The dissolution of a limited liability company (LLC) can be just as complicated and messy as a divorce.  However, it does not need to be.  A well drafted operating agreement when you first form the LLC can help avoid confusion and costly litigation.  Generally, the terms of the operating agreement will be controlling and provide the roadmap for the dissociation (removal) of a member (owner) or dissolution of the LLC.  It is more problematic when the terms of the operating agreement are vague, key provisions are absent or there is no operating agreement.  When one of these scenarios is present, litigation is often the result.  New Jersey’s LLC Act makes clear why it is important to have a well drafted operating agreement.  In most instances, the law allows members of an LLC to choose the results of a dispute in advance.

Under the law, a member of an LLC can be dissociated in the following circumstances:

1) The member resigns (unless restricted from doing so by the terms of the operating agreement);

2) An event triggering dissociation as defined in the operating agreement;

3) The bankruptcy of a member of the LLC;

4) The death or incompetence of a member; or

5) The termination or dissolution of a member (if an entity).

In addition, the LLC Act provides that a member can be dissociated by a Court if a member engaged in wrongful conduct that  materially effects the business of the LLC, willfully or persistently breaches the operating agreement or engaged in conduct that makes it not reasonable practicable to carry on the business with the member.

Similar to dissociation, an LLC is dissolved when:

1) On the dissolution date provided in the certification of formation;

2) An event triggering dissolution as defined in the operating agreement;

3) Unanimous written consent of the members; or

4) 90 days after the date the LLC no longer has at least one member.

Even when the operating agreement is silent or where none exists, an LLC can be dissolved by a Court upon a finding that it is not reasonably practicable to carry on the business.

Although these criteria may seem straightforward, Courts employ a fact sensitive analysis to determine whether the criterion has been met.  Therein lies the rub.   When members of an LLC seek to dissociate another member, it is usually at the objection of the member being sought to be dissociated.  Similarly, members often seek dissolution at the objection of at least one member when the members seeking to dissolve want to continue the business under another legal entity without having to pay certain members.

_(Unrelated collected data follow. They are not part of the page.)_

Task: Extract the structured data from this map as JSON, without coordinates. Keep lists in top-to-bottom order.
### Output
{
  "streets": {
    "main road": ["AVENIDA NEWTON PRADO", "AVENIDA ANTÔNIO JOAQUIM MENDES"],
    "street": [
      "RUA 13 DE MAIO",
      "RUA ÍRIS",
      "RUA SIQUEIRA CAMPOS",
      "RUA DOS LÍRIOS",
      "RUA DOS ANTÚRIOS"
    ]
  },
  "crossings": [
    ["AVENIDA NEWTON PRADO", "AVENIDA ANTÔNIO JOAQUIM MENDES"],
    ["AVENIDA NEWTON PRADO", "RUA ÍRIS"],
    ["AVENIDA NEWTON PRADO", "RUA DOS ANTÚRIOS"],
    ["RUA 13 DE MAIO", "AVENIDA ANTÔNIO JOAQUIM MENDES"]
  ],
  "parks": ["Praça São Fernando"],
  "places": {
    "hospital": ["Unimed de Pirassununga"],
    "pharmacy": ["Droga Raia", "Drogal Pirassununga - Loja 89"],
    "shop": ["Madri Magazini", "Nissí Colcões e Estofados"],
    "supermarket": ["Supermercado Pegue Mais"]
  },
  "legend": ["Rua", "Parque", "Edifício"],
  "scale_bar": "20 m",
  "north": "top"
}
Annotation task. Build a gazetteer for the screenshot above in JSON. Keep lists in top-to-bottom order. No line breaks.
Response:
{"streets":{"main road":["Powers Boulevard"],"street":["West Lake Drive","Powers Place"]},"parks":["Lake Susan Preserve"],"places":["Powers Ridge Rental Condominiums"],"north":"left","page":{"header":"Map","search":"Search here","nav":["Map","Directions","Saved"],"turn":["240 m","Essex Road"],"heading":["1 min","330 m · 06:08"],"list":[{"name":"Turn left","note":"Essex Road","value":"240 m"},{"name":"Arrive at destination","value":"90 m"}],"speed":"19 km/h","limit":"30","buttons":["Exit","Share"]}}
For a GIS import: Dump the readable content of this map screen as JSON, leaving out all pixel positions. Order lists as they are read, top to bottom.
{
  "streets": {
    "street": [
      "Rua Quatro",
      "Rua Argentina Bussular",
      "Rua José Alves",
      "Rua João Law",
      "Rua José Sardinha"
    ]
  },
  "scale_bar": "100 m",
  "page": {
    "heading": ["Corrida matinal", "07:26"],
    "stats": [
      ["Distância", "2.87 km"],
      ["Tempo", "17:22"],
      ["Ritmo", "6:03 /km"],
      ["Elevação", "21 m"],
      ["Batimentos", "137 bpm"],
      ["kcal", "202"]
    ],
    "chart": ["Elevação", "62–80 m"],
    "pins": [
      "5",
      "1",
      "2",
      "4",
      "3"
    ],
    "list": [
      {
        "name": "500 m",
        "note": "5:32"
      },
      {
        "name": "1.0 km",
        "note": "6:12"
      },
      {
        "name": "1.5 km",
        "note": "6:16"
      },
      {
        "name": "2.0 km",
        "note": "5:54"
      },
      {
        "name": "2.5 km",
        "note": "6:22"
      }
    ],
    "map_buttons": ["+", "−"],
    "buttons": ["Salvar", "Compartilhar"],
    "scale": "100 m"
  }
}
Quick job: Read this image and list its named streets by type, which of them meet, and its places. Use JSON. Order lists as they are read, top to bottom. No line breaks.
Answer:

Dissociation of a member does not cutoff all rights of the ousted or dissociated member.  The dissociated member will generally continue to receive distributions to which they are entitled under the operating agreement.  If not so provided, the dissociated member gets his or her fair value of the LLC.  Upon dissolution, the LLC must wind up its affairs.  Check back to this blog for a future blog on dissolution and the winding up of the affairs of an LLC.

It is also important to know that the New Jersey LLC Act has been revised.  The Revised LLC Act will be effective on March 1, 2014.  Although many of these provisions remain the same, there are many subtle and some not so subtle changes that lie ahead.  If you are a member of an LLC seeking to dissociate another member or dissolve the LLC, it is important to understand your rights and have representation to assist you.  Conversely, if another member is seeking to dissociate you or dissolve the LLC over your objection, you must get competent legal counsel to defend your ownership position.